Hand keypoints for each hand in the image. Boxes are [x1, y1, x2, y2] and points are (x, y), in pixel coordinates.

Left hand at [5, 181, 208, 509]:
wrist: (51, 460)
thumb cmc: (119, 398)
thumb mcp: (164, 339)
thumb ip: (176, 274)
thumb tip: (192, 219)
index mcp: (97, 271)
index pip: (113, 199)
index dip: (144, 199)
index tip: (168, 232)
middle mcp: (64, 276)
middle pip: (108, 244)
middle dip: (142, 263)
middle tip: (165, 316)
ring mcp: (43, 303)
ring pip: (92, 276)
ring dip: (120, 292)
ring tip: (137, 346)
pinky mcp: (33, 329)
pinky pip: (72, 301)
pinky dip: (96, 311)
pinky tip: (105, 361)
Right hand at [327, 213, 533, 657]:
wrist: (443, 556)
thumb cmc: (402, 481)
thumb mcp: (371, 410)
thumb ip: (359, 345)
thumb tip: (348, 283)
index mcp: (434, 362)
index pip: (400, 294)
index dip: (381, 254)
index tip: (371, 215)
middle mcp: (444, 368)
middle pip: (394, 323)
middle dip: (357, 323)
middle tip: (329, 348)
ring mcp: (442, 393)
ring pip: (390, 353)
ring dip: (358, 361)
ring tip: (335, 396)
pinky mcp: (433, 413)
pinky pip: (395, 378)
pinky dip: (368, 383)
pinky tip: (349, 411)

▬▬▬▬▬▬▬▬▬▬

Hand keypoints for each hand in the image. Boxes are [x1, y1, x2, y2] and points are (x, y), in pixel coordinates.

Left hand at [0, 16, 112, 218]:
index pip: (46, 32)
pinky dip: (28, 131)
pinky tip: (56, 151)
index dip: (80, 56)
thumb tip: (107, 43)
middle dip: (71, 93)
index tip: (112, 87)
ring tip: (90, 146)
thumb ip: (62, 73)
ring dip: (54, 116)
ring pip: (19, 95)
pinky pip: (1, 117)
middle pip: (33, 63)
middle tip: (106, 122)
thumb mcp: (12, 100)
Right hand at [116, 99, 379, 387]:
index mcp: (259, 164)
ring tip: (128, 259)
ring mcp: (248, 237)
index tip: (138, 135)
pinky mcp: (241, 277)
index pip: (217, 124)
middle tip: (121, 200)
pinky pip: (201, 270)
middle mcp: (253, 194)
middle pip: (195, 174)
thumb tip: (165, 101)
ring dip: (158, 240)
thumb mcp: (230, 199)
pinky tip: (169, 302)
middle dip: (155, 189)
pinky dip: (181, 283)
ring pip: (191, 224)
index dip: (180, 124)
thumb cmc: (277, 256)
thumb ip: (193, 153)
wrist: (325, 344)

▬▬▬▬▬▬▬▬▬▬

## WORK TO BE COMPLETED
Retype word for word everything in the listing above from the line that holds "pinky pip: (72, 301)" down to the line that holds "middle pip: (394, 323)". Keep both end lines and leave out the rest.

## RESULT
pinky pip: (72, 301)
pinky dip: (96, 311)
pinky tip: (105, 361)
Right hand at [327, 213, 533, 657]:
wrist: (443, 556)
thumb cmc: (402, 481)
thumb mcp: (371, 410)
thumb ip: (359, 345)
thumb tip: (348, 283)
index mcp: (434, 362)
index pip: (400, 294)
index dip: (381, 254)
index tip: (371, 215)
middle mcp: (444, 368)
middle pip: (394, 323)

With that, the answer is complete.